Router has four components: input ports, output ports, the routing processor and the switching fabric.
a) Input port performs the physical and data link layer functions of the router. The bits are constructed from the received signal, packet is de-capsulated from the frame, errors are detected and corrected. The packet is ready to be forwarded by the network layer. Input ports has buffers (queues) to hold the packets before they are directed to the switching fabric.
b) An output port performs the same function as the input port, but in the reverse order.
c) Routing Processor: The destination address is used to find the address of the next hop. Routing processor searches routing tables.
d) Switching Fabrics: It moves the packet from the input queue to the output queue. In the past, memory of the computer or a bus was used as the switching fabric. The simplest type of switching fabric is the crossbar switch which connects n inputs to n outputs in a grid, using electronics micro-switches at each cross point.
The functionality of the router is as follows:
1) Route Processing: This includes routing table construction and maintenance using routing protocols such as RIP or OSPF etc. The routing tables could be created statically or updated dynamically.

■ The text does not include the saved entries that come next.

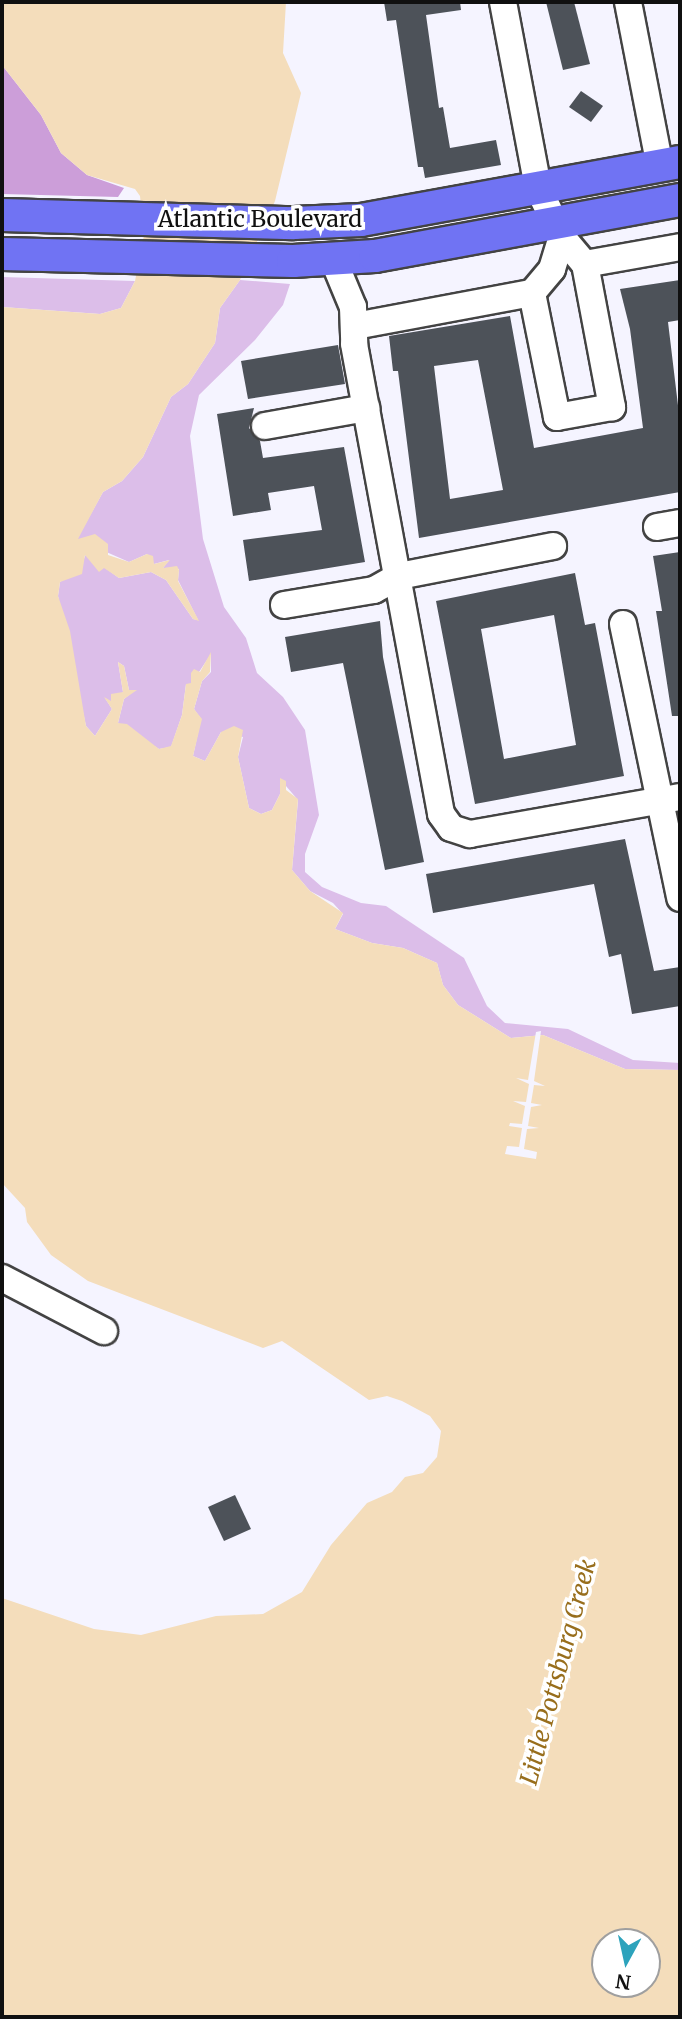 <!DOCTYPE html>
<style>
body{margin:0}
#map{position:relative;width:682px;height:2019px;overflow:hidden;background:#f5f4ff;font-family:Merriweather,serif}
div>[style]{position:absolute}
.green>*{inset:0;background:#dcbee9}
.forest>*{inset:0;background:#cc9ed9}
.water>*{inset:0;background:#f4ddbb}
.pier>*{inset:0;background:#f5f4ff}
.building>*{inset:0;background:#4d5259}
.roads{filter:drop-shadow(2px 0 #434343) drop-shadow(-2px 0 #434343) drop-shadow(0 2px #434343) drop-shadow(0 -2px #434343)}
.minor>*{height:26px;margin:-13px;padding:0 13px;transform-origin:13px;border-radius:13px;background:#fff}
.major>*{height:32px;margin:-16px;padding:0 16px;transform-origin:16px;border-radius:16px;background:#7073f3}
span{translate:-50% -50%;white-space:nowrap;text-align:center;line-height:1.15;-webkit-text-stroke:7px #fff;paint-order:stroke}
.street-label{font-size:23px;color:#101010}
.water-label{font-size:24px;color:#986e1c;font-style:italic}
.frame{position:absolute;inset:0;border:4px solid #101010;pointer-events:none}
.north{position:absolute;left:591px;top:1928px;width:70px;height:70px;box-sizing:border-box;background:#fff;border:2px solid #9f9f9f;border-radius:50%;rotate:188deg;font-size:19px;font-weight:700;line-height:28px;text-align:center;color:#101010}
.north::after{content:'';display:block;margin:auto;width:24px;height:32px;background:#2da3bc;clip-path:polygon(50% 0,100% 100%,50% 72%,0 100%)}
</style>
<div id="map">
<div class="green">
<i style="clip-path:polygon(2px 277px,135px 281px,121px 308px,100px 314px,2px 307px)"></i>
<i style="clip-path:polygon(240px 280px,290px 284px,283px 305px,255px 340px,199px 395px,190px 436px,203px 539px,224px 607px,246px 638px,257px 673px,283px 697px,305px 730px,319px 815px,305px 854px,305px 872px,322px 887px,361px 903px,386px 906px,464px 958px,487px 1006px,505px 1023px,568px 1029px,633px 1060px,680px 1063px,680px 1070px,625px 1069px,543px 1035px,511px 1038px,458px 1005px,443px 985px,437px 963px,403px 948px,372px 943px,335px 929px,343px 914px,333px 903px,310px 891px,292px 870px,298px 800px,280px 779px,280px 794px,272px 810px,261px 814px,249px 808px,238px 757px,243px 737px,221px 732px,205px 761px,193px 756px,201px 719px,194px 709px,202px 681px,211px 672px,211px 654px,191px 684px,186px 684px,182px 715px,171px 747px,159px 749px,118px 723px,124px 699px,135px 690px,129px 690px,124px 666px,118px 662px,123px 692px,111px 702px,105px 698px,112px 709px,95px 736px,86px 726px,58px 596px,60px 582px,81px 566px,86px 554px,119px 578px,151px 572px,166px 580px,193px 619px,198px 620px,178px 580px,179px 569px,163px 568px,169px 560px,154px 564px,147px 554px,129px 562px,77px 539px,103px 492px,122px 481px,143px 457px,171px 397px,188px 384px,215px 343px,220px 308px)"></i>
</div>
<div class="forest">
<i style="clip-path:polygon(2px 65px,41px 115px,61px 153px,87px 175px,124px 188px,118px 197px,2px 194px)"></i>
</div>
<div class="water">
<i style="clip-path:polygon(evenodd,2px 2px,286px 2px,283px 53px,301px 93px,275px 201px,240px 280px,220px 308px,215px 343px,188px 384px,171px 397px,143px 457px,122px 481px,103px 492px,78px 539px,95px 534px,108px 544px,108px 555px,129px 562px,147px 554px,153px 556px,154px 564px,170px 560px,163px 568px,177px 566px,179px 570px,178px 581px,199px 621px,193px 619px,166px 580px,151px 572px,119px 578px,104px 568px,99px 572px,85px 555px,82px 574px,60px 582px,58px 596px,70px 631px,86px 726px,95px 736px,112px 709px,104px 697px,111px 701px,111px 694px,123px 692px,118px 662px,124px 666px,129px 690px,137px 690px,124px 699px,118px 723px,127px 724px,159px 749px,171px 746px,182px 715px,186px 684px,191px 683px,191px 673px,194px 669px,200px 672px,211px 652px,210px 672px,202px 681px,194px 709px,202px 719px,193px 756px,205px 761px,221px 732px,234px 726px,243px 730px,238px 757px,249px 808px,261px 814px,272px 810px,280px 794px,280px 778px,286px 781px,286px 790px,298px 799px,292px 870px,310px 891px,343px 913px,335px 929px,372px 943px,403px 948px,437px 963px,443px 985px,458px 1005px,511px 1038px,543px 1035px,625px 1069px,680px 1070px,680px 2017px,2px 2017px,2px 1598px,94px 1629px,141px 1635px,216px 1616px,263px 1614px,302px 1592px,331px 1545px,367px 1503px,392px 1492px,405px 1477px,423px 1473px,437px 1457px,441px 1431px,430px 1416px,402px 1401px,387px 1396px,369px 1400px,282px 1341px,263px 1348px,88px 1281px,51px 1255px,27px 1222px,25px 1208px,2px 1183px,2px 307px,100px 314px,121px 308px,135px 281px,144px 235px,140px 196px,135px 189px,87px 175px,61px 153px,41px 115px,2px 65px,2px 2px,605px 1942px,647px 1942px,647px 1984px,605px 1984px,605px 1942px)"></i>
</div>
<div class="pier">
<i style="clip-path:polygon(541px 1031px,534px 1081px,545px 1086px,534px 1085px,531px 1103px,542px 1105px,531px 1107px,528px 1126px,539px 1128px,527px 1129px,524px 1149px,537px 1152px,536px 1159px,505px 1154px,507px 1146px,519px 1147px,522px 1128px,509px 1126px,510px 1123px,522px 1124px,525px 1106px,513px 1101px,526px 1102px,529px 1084px,516px 1078px,528px 1080px,536px 1032px)"></i>
</div>
<div class="building">
<i style="clip-path:polygon(384px 2px,460px 2px,461px 10px,426px 15px,439px 108px,443px 107px,450px 148px,496px 140px,501px 165px,425px 178px,423px 167px,418px 167px,396px 20px,387px 21px)"></i>
<i style="clip-path:polygon(546px 2px,574px 2px,590px 64px,563px 70px)"></i>
<i style="clip-path:polygon(581px 91px,603px 106px,591px 122px,569px 107px)"></i>
<i style="clip-path:polygon(evenodd,680px 280px,680px 320px,668px 322px,680px 422px,680px 492px,419px 538px,398px 371px,393px 371px,389px 336px,510px 316px,534px 448px,643px 428px,630px 329px,620px 289px,680px 280px,478px 360px,503px 490px,450px 499px,434px 366px,478px 360px)"></i>
<i style="clip-path:polygon(338px 345px,345px 384px,248px 399px,241px 361px)"></i>
<i style="clip-path:polygon(254px 408px,249px 428px,260px 441px,263px 458px,344px 447px,365px 562px,249px 581px,243px 540px,322px 530px,314px 486px,268px 493px,271px 510px,233px 516px,217px 414px)"></i>
<i style="clip-path:polygon(680px 552px,680px 716px,672px 716px,656px 611px,662px 611px,653px 556px)"></i>
<i style="clip-path:polygon(evenodd,575px 573px,585px 625px,595px 623px,624px 776px,475px 804px,436px 601px,575px 573px,554px 615px,576px 745px,504px 759px,481px 629px,554px 615px)"></i>
<i style="clip-path:polygon(380px 621px,383px 657px,424px 862px,385px 870px,343px 663px,291px 672px,285px 637px)"></i>
<i style="clip-path:polygon(625px 839px,654px 971px,680px 967px,680px 1006px,632px 1014px,621px 954px,609px 957px,594px 884px,433px 913px,426px 874px)"></i>
<i style="clip-path:polygon(235px 1495px,251px 1529px,224px 1541px,208px 1507px)"></i>
</div>
<div class="roads">
<div class="minor">
<i style="left:503px;top:2px;width:189px;rotate:79.3deg"></i>
<i style="left:538px;top:188px;width:55px;rotate:63.9deg"></i>
<i style="left:628px;top:2px;width:167px;rotate:79deg"></i>
<i style="left:333px;top:259px;width:52px;rotate:67.4deg"></i>
<i style="left:353px;top:307px;width:37px;rotate:88deg"></i>
<i style="left:354px;top:344px;width:478px;rotate:79.5deg"></i>
<i style="left:441px;top:814px;width:17px;rotate:54deg"></i>
<i style="left:451px;top:828px;width:20px;rotate:18deg"></i>
<i style="left:470px;top:834px;width:213px;rotate:-10deg"></i>
<i style="left:585px;top:264px;width:97px;rotate:-10.1deg"></i>
<i style="left:355px;top:326px;width:180px;rotate:-10.6deg"></i>
<i style="left:532px;top:293px;width:31px;rotate:-50deg"></i>
<i style="left:552px;top:269px;width:34px;rotate:-73deg"></i>
<i style="left:562px;top:237px;width:35px;rotate:50deg"></i>
<i style="left:585px;top:264px;width:146px;rotate:79.3deg"></i>
<i style="left:612px;top:407px;width:56px;rotate:169.7deg"></i>
<i style="left:557px;top:417px;width:126px;rotate:-101.4deg"></i>
<i style="left:265px;top:426px;width:103px;rotate:-10.1deg"></i>
<i style="left:657px;top:527px;width:23px;rotate:-10deg"></i>
<i style="left:284px;top:605px;width:91px;rotate:-9.5deg"></i>
<i style="left:374px;top:590px;width:29px;rotate:-29deg"></i>
<i style="left:399px;top:576px;width:157px;rotate:-11deg"></i>
<i style="left:623px;top:624px;width:280px;rotate:78.2deg"></i>
<i style="left:2px;top:1278px;width:115px;rotate:27.5deg"></i>
</div>
<div class="major">
<i style="left:2px;top:215px;width:292px;rotate:1.6deg"></i>
<i style="left:294px;top:223px;width:67px;rotate:-2.6deg"></i>
<i style="left:361px;top:220px;width:324px;rotate:-10.3deg"></i>
<i style="left:2px;top:254px;width:291px;rotate:1.4deg"></i>
<i style="left:293px;top:261px;width:82px;rotate:-3.5deg"></i>
<i style="left:375px;top:256px;width:310px;rotate:-10.4deg"></i>
</div>
</div>
<div class="street-label">
<span style="left:260px;top:219px">Atlantic Boulevard</span>
</div>
<div class="water-label">
<span style="left:558px;top:1672px;rotate:-75deg">Little Pottsburg Creek</span>
</div>
<div class="frame"></div>
<div class="north">N</div>
</div>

2) Packet forwarding: The router checks the received packet (checking header field, version number etc) and calculates the header checksum. The router also performs a table lookup to determine the output port to direct the received packet and the next hop to which to send the packet along the route. This is based on destination IP address and the subnet mask(s) of the associated table entries. It could be local delivery, unicast delivery or could also be multicast delivery.
3) Packet lifetime control: The router adjusts the TTL field in the packet header which is used to prevent packets from circulating endlessly throughout the internetwork. TTL value is decremented and packet will be delivered to the associated output port.
4) Checksum calculation: IP header checksum must be recalculated due to the change in the TTL field. Sometimes IP packets must also be fragmented based on the MTU (Maximum Transmission Unit) field.
5) Special services: Packet translation, encapsulation, traffic prioritization, authentication and access services such as packet filtering for security/firewall purposes are also includes under this category.